Above him in the castle window, a young red-haired woman was staring down at him. Was she the one who had been singing just moments before? He had been listening, rapt and still, to that voice, the one singing a rustic ballad with such refinement and grace, until it suddenly went silent. As soon as their eyes met, she disappeared from the window, almost as if someone had snatched her back.

He only glimpsed her, but he got the impression she was not a servant by her clothing and hair, and that she was quite lovely. The rumor was that the king had a ward living at Berkhamsted Castle, a young woman with an ethereally beautiful voice. Some said she was the illegitimate daughter of the king’s dead uncle, Lionel of Antwerp, which meant she was the granddaughter of King Edward. But she might be only a myth. Legends often were created from some tidbit of gossip.

“Did you hear the news?”

He shifted around to face the servant girl who lingered in the bailey with her bucket of water.

“King Richard is coming to Berkhamsted Castle tonight.”

That would be a sight. Even Westley’s father had never seen the king.

“We are all busy with preparations for the king and his retinue. What provisions did you and your men bring for us?” The girl was standing on tiptoe, trying to see over his shoulder.

“Wheat flour, oats, malt, and some large cheeses.”

It had been a good year for several crops in Glynval and the surrounding land. Westley had come to Berkhamsted Castle with his father’s servants to sell their excess.

“This is my little sister.” The servant girl indicated the golden-haired child playing behind her. “I have to watch her today since my mother is sick.”

The little girl looked to be about six years old. She was squealing and grunting as she leapt and spun about, trying to catch a bright-yellow butterfly that fluttered just out of her reach.

A horse’s angry neigh drew Westley’s attention to the other end of the bailey.

“Steady,” said a man holding the horse’s bridle. Its neigh grew into a high-pitched screech. The horse leapt straight up, snatching the bridle out of the man’s hands. The horse’s hooves touched the ground and the animal bolted forward. The cart knocked the man to the ground as it jolted past him.

The horse galloped across the bailey—heading straight for the little girl.

“Get out of the way!” Westley pushed the servant aside as he raced toward the little girl, willing her to move out of the path of the horse.

The girl suddenly seemed to hear the noise of the horse’s hooves and the clattering cart barreling toward her. She froze and stared, her mouth open.

Westley ran and grabbed her around her middle with one arm, then dove to the side. He held her above him as his shoulder and back collided with the ground.





Chapter Two


When Muriel left her room, Evangeline wandered back to the window that faced the bailey.

While she watched Alma talk with the handsome young man, a horse broke away from its handler and careened toward Alma’s little sister.

The child saw the horse coming. Why didn’t she run? She seemed frozen.

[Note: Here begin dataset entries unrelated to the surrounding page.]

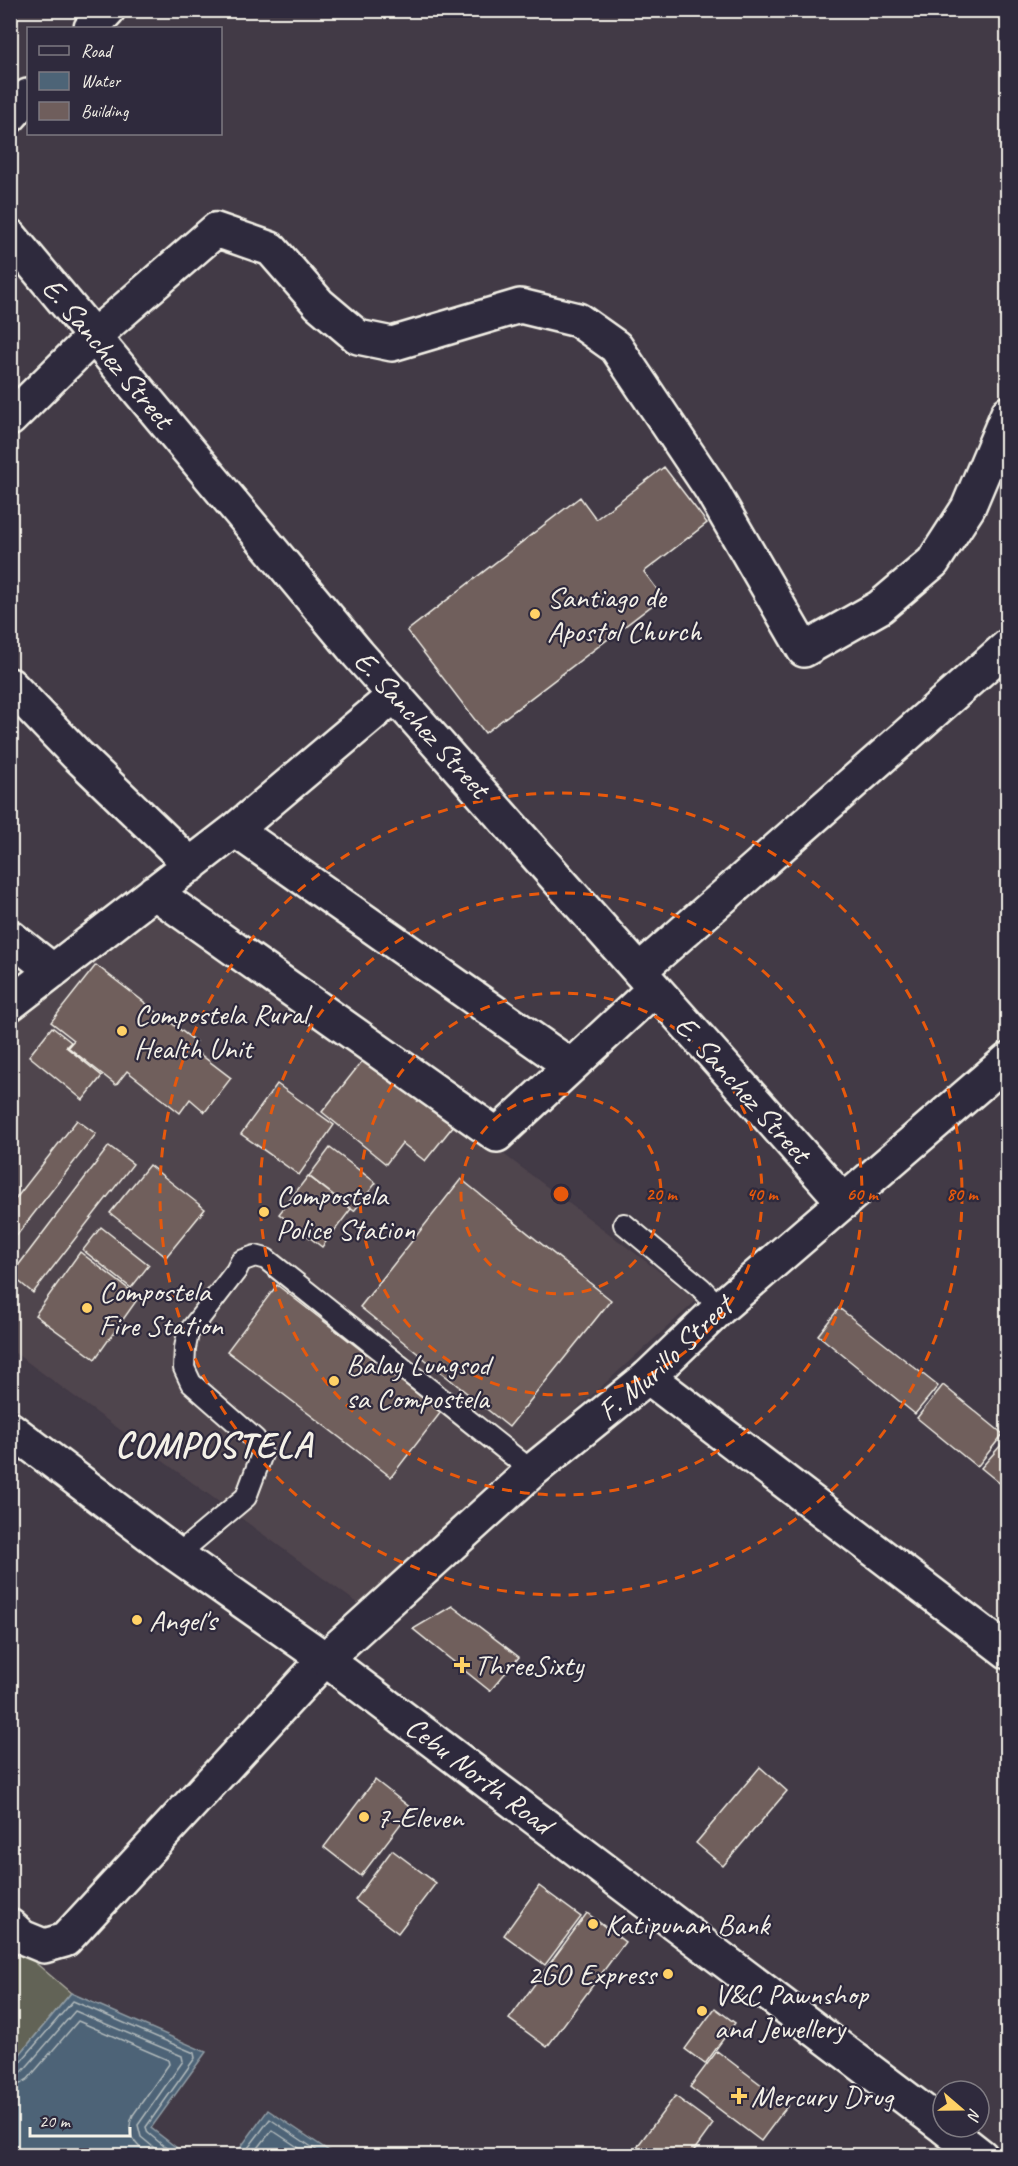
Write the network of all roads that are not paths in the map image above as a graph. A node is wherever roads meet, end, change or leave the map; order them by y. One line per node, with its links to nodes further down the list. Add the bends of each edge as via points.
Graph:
1 (108, 10): 2 (main road)
2 (92, 27)
3 (27, 97): 4 (main road)
4 (10, 116)
5 (10, 236): 6 (main road, E. Sanchez Street)
6 (94, 336): 7 (main road, via 216,230 271,249 319,304 358,337 392,344 520,306 578,320 616,347 711,489 804,650 880,607 933,561 968,508); 8 (main road); 11 (main road, E. Sanchez Street)
7 (1008, 413)
8 (10, 419)
9 (1008, 646): 17 (main road)
10 (10, 685): 13 (main road)
11 (395, 695): 12 (main road); 17 (main road, E. Sanchez Street)
12 (235, 830): 13 (main road); 20 (main road)
13 (191, 865): 14 (main road)
14 (154, 892): 16 (main road); 20 (main road, via 497,1135)
15 (10, 937): 16 (main road)
16 (53, 971): 18 (main road)
17 (646, 980): 20 (main road); 21 (main road, E. Sanchez Street)
18 (10, 1004)
19 (1008, 1060): 21 (main road, F. Murillo Street)
20 (571, 1066)
21 (844, 1202): 23 (main road, F. Murillo Street)
22 (624, 1224): 23 (lane)
23 (720, 1308): 24 (main road, F. Murillo Street)
24 (648, 1377): 26 (main road, F. Murillo Street); 28 (main road)
25 (10, 1429): 27 (main road, Cebu North Road)
26 (532, 1471): 27 (lane, via 266,1259 255,1256 241,1261 188,1333 184,1368 191,1383 255,1439 262,1454 246,1497); 29 (main road, F. Murillo Street)
27 (177, 1555): 29 (main road, Cebu North Road)
28 (1008, 1652)
29 (325, 1659): 30 (main road, F. Murillo Street, via 65,1940 44,1946 22,1937); 31 (main road, Cebu North Road)
30 (10, 1926)
31 (931, 2117)
32 (959, 2139): 33 (main road, Cebu North Road)
33 (981, 2156)

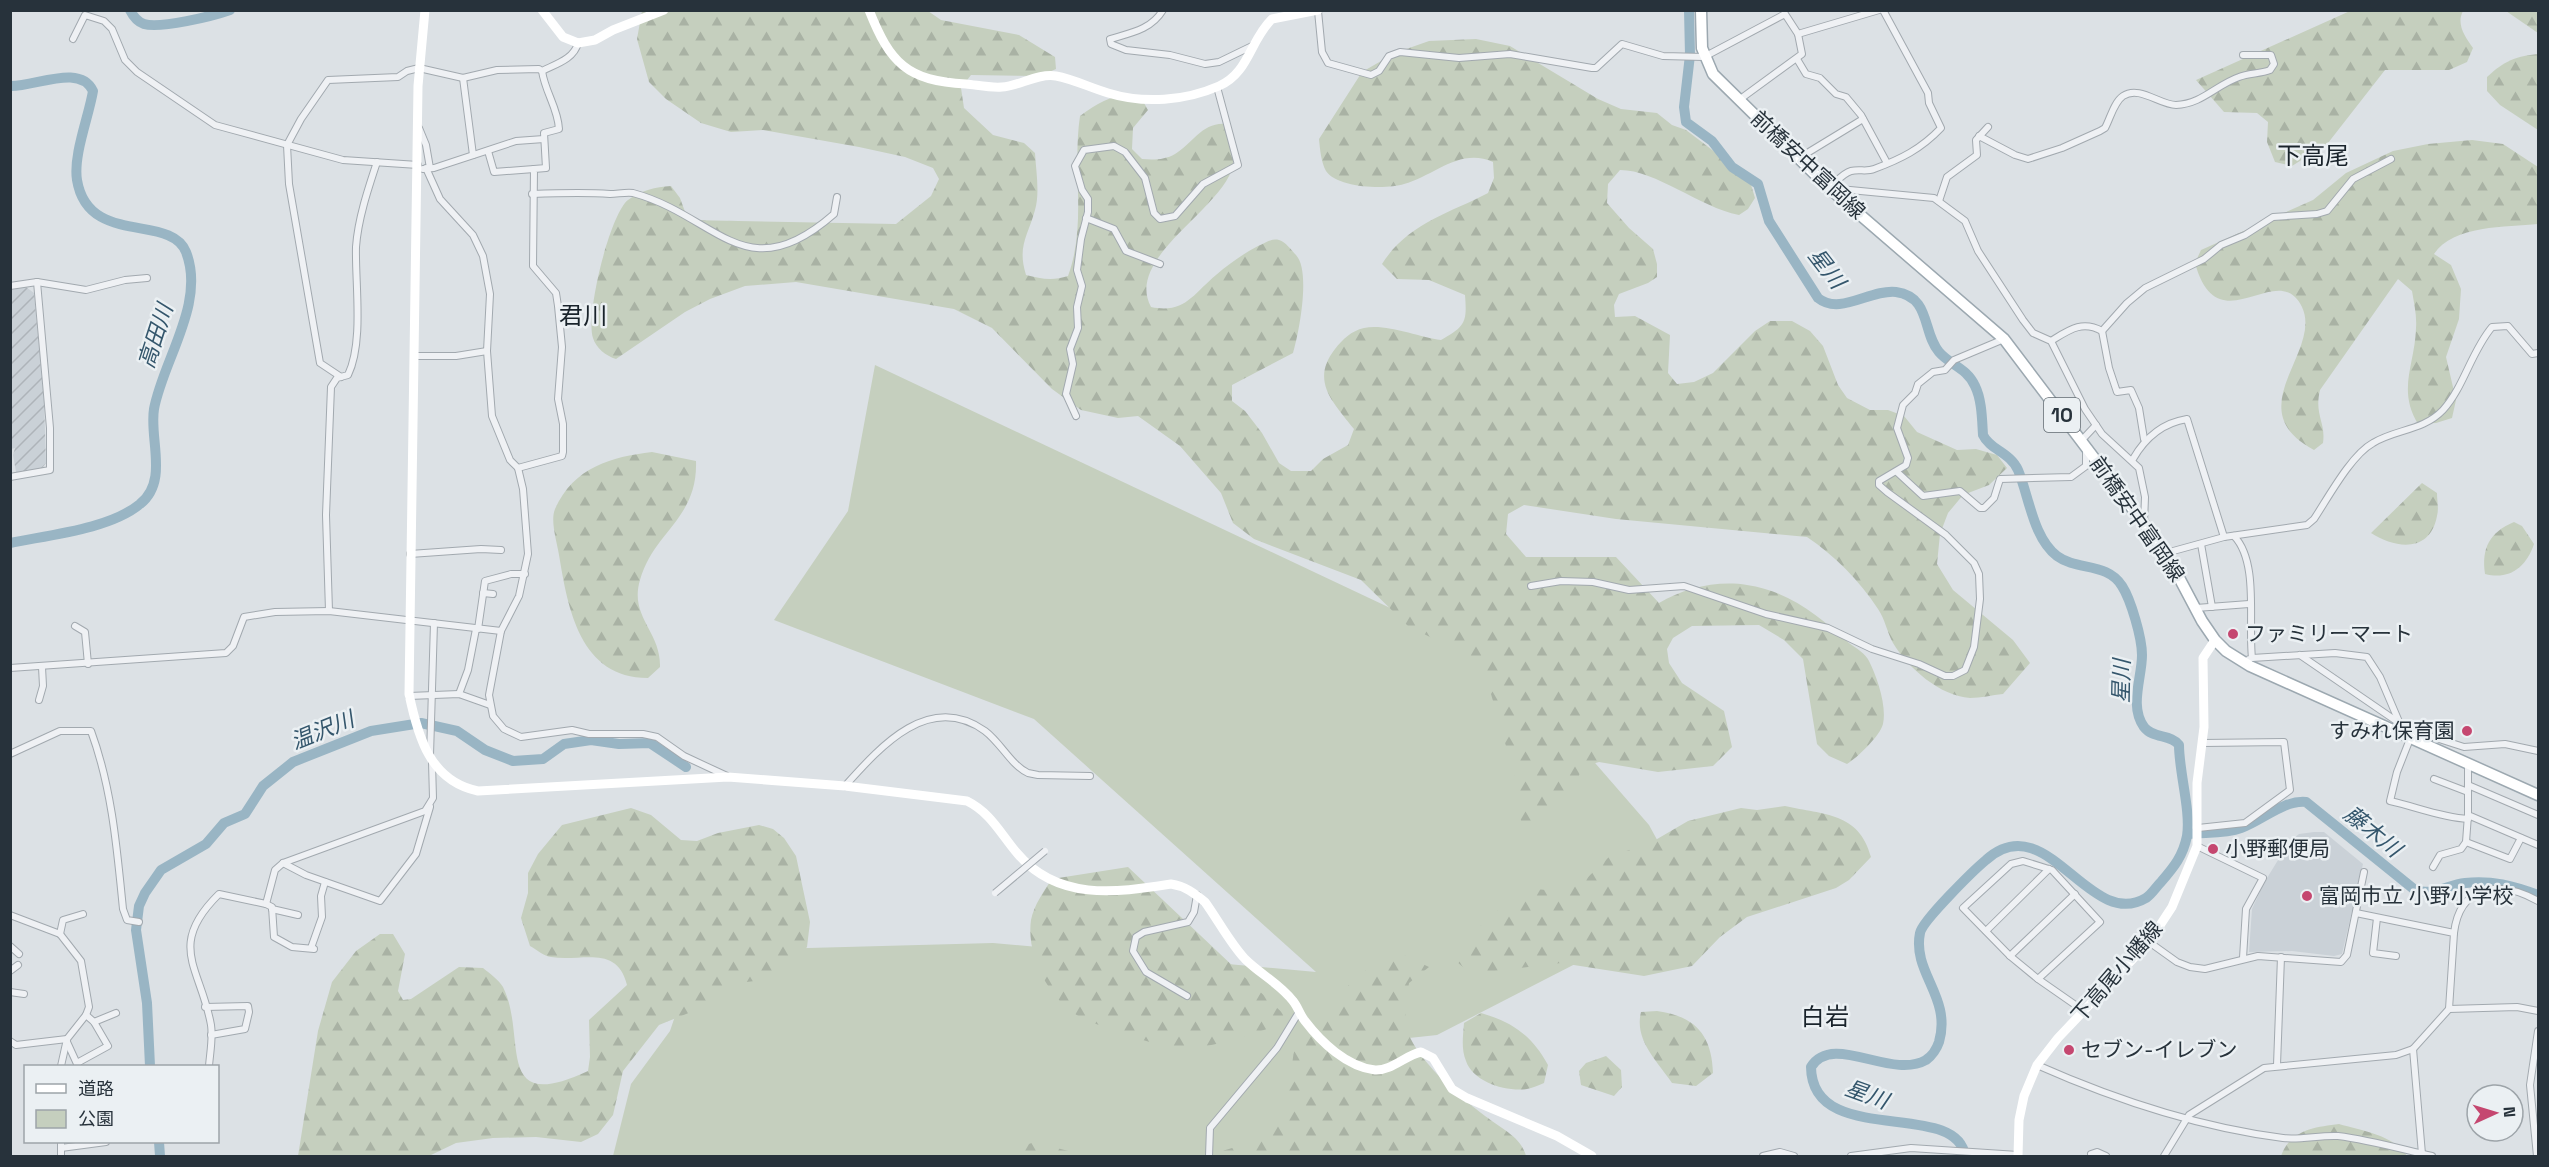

Evangeline screamed, “Run!”

The young man leapt toward the girl, grabbed her, and pulled her out of the way just in time.

The horse galloped on and crashed the cart into the stone wall around the well. The cart now in pieces, the horse kept going and finally stopped at the opposite wall of the bailey.

Evangeline clutched her chest as air seeped back into her lungs.

The little girl was crying. The young man set her on her feet, and Alma ran to her and hugged her. Was the stranger hurt? He took quite a hard fall as he protected the child in his arms.

He got to his feet as the other men with him rushed to his side. He must have spoken to Alma and the little girl because they turned toward him. How Evangeline wished she could hear what they were saying! She leaned out of the window but couldn’t catch their words. She imagined he asked the kitchen maid if the child was uninjured and imagined her replying, “Yes, only frightened,” as the child’s crying lessened.